● What is being asked:
Look through the entries below and extract exactly the lines from the one containing "index pip: (890, 753)" through the one containing "pinky pip: (352, 244)", ends included.

● Exercise material:

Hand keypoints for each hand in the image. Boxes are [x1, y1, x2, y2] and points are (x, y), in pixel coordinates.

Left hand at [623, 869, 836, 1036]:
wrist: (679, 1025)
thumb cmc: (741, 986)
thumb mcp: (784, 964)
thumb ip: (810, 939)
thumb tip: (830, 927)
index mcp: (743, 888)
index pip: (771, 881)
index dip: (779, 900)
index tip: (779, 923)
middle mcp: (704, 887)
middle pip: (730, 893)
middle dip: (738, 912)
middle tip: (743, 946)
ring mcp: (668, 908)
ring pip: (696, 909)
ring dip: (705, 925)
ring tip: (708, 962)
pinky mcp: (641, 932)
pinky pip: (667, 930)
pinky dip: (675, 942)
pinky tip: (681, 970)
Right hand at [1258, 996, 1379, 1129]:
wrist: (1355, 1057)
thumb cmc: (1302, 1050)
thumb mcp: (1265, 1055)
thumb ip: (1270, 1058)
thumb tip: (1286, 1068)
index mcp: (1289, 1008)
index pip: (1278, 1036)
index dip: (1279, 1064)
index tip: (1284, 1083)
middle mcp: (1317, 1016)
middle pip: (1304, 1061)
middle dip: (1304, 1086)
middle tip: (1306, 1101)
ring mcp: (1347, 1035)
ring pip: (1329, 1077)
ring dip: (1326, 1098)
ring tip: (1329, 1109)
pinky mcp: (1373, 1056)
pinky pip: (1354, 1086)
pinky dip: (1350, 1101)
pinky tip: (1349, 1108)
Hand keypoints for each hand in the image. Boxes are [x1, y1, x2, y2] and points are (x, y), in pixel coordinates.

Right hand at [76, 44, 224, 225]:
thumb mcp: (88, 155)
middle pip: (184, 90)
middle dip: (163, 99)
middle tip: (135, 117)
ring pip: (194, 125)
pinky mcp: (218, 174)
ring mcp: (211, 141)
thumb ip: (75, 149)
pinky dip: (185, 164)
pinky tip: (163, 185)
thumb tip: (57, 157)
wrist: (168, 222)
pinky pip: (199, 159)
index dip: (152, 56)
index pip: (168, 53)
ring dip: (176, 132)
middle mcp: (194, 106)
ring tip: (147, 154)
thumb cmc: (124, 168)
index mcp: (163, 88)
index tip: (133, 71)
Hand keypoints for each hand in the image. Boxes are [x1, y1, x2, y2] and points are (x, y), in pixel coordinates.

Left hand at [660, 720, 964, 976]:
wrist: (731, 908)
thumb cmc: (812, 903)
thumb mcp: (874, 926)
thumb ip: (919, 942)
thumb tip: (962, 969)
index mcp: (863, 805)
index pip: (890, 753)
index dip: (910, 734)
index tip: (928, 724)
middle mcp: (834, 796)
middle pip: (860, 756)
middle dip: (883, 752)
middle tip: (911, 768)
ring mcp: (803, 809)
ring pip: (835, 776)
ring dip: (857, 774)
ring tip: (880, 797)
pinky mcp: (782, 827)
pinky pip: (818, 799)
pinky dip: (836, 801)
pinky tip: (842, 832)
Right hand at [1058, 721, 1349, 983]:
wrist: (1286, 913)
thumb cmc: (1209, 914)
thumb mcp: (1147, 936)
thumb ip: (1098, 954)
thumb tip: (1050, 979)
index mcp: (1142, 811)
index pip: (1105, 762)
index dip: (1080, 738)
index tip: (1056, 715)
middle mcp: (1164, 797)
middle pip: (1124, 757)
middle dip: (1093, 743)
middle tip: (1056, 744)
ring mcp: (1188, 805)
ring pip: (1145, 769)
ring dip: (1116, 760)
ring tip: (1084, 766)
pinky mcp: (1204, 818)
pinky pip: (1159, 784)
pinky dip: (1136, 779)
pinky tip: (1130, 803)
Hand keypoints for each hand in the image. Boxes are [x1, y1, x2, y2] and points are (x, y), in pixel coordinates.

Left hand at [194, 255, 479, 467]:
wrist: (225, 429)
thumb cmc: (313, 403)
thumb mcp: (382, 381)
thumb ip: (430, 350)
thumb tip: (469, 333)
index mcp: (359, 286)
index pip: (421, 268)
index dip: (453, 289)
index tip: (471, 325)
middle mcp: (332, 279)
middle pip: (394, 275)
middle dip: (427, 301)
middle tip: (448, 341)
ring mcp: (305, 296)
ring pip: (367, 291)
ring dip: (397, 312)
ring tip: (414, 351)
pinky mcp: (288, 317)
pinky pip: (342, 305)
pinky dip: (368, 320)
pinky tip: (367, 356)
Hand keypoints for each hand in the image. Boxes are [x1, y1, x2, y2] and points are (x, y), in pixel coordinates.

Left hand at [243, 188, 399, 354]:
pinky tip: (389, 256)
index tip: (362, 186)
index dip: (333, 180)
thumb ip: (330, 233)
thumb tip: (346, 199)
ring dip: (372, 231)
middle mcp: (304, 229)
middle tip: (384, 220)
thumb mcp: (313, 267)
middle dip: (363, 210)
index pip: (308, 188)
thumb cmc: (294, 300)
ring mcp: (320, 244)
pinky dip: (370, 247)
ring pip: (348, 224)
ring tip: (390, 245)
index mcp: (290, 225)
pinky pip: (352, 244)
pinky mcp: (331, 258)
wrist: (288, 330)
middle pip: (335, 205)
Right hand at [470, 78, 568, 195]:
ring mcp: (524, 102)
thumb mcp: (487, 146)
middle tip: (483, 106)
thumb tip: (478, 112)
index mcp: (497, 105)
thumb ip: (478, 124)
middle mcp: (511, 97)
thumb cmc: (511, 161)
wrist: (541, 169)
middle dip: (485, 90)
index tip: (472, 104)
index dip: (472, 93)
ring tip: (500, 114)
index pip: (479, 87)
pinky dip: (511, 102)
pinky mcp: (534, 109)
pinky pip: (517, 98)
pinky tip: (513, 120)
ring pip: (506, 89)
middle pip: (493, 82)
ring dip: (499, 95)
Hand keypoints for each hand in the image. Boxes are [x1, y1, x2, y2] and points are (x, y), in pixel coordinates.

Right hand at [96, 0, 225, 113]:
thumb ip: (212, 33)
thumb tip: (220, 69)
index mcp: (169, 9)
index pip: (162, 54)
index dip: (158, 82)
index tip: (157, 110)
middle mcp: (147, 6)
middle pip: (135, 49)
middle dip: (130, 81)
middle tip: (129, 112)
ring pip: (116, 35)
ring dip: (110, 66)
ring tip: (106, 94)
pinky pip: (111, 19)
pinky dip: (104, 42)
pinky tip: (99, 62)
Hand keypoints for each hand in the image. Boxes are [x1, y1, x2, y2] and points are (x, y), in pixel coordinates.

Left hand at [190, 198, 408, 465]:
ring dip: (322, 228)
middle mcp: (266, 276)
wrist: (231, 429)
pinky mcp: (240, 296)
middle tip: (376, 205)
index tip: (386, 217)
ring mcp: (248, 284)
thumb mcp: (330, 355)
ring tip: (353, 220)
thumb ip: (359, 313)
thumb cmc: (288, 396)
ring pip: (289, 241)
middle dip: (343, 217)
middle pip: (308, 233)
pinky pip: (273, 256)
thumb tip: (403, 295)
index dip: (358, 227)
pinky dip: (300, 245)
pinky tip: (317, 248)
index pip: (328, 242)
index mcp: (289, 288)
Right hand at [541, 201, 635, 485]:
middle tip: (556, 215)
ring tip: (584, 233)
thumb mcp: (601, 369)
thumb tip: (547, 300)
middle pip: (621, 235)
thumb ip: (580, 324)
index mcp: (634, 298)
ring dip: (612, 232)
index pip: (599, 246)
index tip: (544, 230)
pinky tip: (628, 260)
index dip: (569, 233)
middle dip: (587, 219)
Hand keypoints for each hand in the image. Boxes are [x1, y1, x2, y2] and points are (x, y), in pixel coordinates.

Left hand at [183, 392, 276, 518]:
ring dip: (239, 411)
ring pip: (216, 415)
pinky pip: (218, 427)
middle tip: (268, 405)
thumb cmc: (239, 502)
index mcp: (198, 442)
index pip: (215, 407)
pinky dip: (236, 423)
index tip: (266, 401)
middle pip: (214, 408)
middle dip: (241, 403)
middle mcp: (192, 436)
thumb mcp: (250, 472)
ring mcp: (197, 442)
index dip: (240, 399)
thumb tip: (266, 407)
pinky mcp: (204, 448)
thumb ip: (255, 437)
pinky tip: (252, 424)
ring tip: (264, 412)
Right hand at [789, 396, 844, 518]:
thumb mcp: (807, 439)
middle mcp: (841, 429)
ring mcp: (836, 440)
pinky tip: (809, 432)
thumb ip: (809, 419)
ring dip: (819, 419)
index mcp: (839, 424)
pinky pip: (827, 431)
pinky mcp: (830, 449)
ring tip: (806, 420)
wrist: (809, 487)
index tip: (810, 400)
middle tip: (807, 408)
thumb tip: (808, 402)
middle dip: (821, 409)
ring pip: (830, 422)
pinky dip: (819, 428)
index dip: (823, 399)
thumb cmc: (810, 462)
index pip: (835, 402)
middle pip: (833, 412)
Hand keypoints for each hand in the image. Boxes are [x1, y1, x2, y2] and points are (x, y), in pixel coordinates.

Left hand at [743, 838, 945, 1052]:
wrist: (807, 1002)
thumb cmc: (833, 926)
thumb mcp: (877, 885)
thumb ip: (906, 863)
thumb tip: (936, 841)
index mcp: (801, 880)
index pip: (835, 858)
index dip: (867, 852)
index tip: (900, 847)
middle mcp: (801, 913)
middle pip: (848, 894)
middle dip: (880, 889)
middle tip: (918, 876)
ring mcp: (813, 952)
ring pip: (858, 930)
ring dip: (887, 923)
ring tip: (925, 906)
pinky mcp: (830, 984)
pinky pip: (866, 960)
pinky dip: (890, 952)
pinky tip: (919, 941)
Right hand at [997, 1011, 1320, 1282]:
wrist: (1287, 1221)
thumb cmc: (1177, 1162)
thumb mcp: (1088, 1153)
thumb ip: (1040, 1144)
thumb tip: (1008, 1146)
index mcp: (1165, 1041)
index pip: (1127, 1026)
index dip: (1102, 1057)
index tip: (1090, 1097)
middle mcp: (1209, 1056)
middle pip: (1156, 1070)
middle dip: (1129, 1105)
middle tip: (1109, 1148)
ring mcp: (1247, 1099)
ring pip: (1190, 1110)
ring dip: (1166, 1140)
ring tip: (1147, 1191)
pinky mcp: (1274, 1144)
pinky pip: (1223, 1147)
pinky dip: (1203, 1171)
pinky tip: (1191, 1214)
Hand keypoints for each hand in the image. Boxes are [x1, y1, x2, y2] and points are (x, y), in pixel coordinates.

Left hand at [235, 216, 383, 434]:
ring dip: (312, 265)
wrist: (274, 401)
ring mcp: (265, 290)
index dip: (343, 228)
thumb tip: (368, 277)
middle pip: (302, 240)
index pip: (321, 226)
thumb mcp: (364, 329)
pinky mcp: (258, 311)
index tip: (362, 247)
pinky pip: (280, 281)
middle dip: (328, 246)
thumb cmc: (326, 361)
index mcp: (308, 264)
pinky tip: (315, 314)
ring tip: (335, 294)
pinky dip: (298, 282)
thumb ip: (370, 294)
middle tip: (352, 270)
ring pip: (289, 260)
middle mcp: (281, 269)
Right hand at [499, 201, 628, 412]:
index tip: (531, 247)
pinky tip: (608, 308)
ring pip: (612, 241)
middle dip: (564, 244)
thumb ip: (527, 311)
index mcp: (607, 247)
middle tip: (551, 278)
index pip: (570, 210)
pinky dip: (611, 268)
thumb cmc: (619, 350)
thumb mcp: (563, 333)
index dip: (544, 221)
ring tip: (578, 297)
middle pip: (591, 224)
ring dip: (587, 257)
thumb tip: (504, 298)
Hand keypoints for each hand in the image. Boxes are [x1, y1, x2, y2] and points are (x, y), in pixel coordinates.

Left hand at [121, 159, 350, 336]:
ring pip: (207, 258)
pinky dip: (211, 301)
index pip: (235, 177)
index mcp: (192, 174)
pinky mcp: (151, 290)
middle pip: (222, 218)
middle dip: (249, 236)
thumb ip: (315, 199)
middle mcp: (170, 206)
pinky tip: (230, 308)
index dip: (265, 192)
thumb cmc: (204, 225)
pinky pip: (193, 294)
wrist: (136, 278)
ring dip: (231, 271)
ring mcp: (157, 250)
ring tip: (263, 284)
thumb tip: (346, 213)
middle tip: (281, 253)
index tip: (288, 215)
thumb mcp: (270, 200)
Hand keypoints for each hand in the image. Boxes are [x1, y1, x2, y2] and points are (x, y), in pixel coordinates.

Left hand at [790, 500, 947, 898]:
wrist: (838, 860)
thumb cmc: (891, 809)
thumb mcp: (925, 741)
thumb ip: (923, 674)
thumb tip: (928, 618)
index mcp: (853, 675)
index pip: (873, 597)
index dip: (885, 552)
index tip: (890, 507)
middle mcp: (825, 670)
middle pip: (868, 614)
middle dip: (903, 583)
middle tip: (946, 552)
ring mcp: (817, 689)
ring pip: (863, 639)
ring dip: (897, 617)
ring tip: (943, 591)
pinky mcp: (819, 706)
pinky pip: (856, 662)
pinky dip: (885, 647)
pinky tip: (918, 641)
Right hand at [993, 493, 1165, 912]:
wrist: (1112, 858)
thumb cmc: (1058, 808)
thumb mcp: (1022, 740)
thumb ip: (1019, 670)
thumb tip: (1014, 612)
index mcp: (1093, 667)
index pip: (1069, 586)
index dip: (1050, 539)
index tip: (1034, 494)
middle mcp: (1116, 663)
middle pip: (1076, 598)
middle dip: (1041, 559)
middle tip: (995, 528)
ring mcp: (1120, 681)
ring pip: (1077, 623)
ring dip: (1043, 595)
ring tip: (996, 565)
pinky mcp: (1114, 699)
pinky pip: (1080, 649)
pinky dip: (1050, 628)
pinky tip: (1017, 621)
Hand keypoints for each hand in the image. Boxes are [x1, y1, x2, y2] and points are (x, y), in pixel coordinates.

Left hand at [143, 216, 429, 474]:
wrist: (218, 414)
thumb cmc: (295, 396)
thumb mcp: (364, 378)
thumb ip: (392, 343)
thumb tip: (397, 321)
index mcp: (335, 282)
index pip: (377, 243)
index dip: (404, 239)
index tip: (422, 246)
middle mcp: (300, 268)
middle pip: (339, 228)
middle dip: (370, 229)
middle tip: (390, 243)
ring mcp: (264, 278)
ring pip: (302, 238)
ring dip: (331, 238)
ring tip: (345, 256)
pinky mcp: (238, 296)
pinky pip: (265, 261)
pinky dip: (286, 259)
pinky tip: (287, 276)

● Task output:
index pip: (890, 753)
index dip: (910, 734)
index tip: (928, 724)
middle mcp: (834, 796)
middle pip: (860, 756)
middle dip: (883, 752)
middle tip: (911, 768)
ring mcp: (803, 809)
ring pip: (835, 776)
ring dip: (857, 774)
ring tip: (880, 797)
pinky mcp: (782, 827)
pinky pip: (818, 799)
pinky dip: (836, 801)
pinky tip: (842, 832)
Right hand at [1058, 721, 1349, 983]:
wrist: (1286, 913)
thumb cmc: (1209, 914)
thumb mcp: (1147, 936)
thumb ip: (1098, 954)
thumb tip: (1050, 979)
index mcp: (1142, 811)
index pip: (1105, 762)
index dip: (1080, 738)
index tip: (1056, 715)
middle mcp: (1164, 797)
middle pip: (1124, 757)
middle dip: (1093, 743)
middle tip: (1056, 744)
ring mcp: (1188, 805)
ring pip: (1145, 769)
ring dip: (1116, 760)
ring tip: (1084, 766)
pinky mcp: (1204, 818)
pinky pip: (1159, 784)
pinky dip: (1136, 779)
pinky tip: (1130, 803)
Hand keypoints for each hand in the image. Boxes are [x1, y1, x2, y2] and points are (x, y), in pixel coordinates.

Left hand at [194, 255, 479, 467]:
wrist: (225, 429)
thumb cmc: (313, 403)
thumb mcp: (382, 381)
thumb ip: (430, 350)
thumb tip: (469, 333)
index mcp: (359, 286)
index pip: (421, 268)
index dip: (453, 289)
index tip: (471, 325)
middle mcp: (332, 279)
middle pip: (394, 275)
middle dip: (427, 301)
middle tip: (448, 341)
ring mcp: (305, 296)
ring pip: (367, 291)
ring dip: (397, 312)
ring tip: (414, 351)
pinky mcp: (288, 317)
pinky pip: (342, 305)
pinky dip: (368, 320)
pinky tip: (367, 356)
Hand keypoints for each hand in the image. Boxes are [x1, y1, x2, y2] and points are (x, y), in pixel coordinates.

Left hand at [243, 188, 399, 354]:
pinky tip: (389, 256)
index tip: (362, 186)
index dip: (333, 180)
thumb ip: (330, 233)
thumb tip: (346, 199)
ring dip: (372, 231)
middle mcp: (304, 229)
middle tip: (384, 220)
thumb mcp: (313, 267)
middle dip: (363, 210)
index pip: (308, 188)
thumb cmc: (294, 300)
ring mcp: (320, 244)
pinky dip: (370, 247)
ring pip: (348, 224)
ring tip: (390, 245)
index mcp: (290, 225)
pinky pip: (352, 244)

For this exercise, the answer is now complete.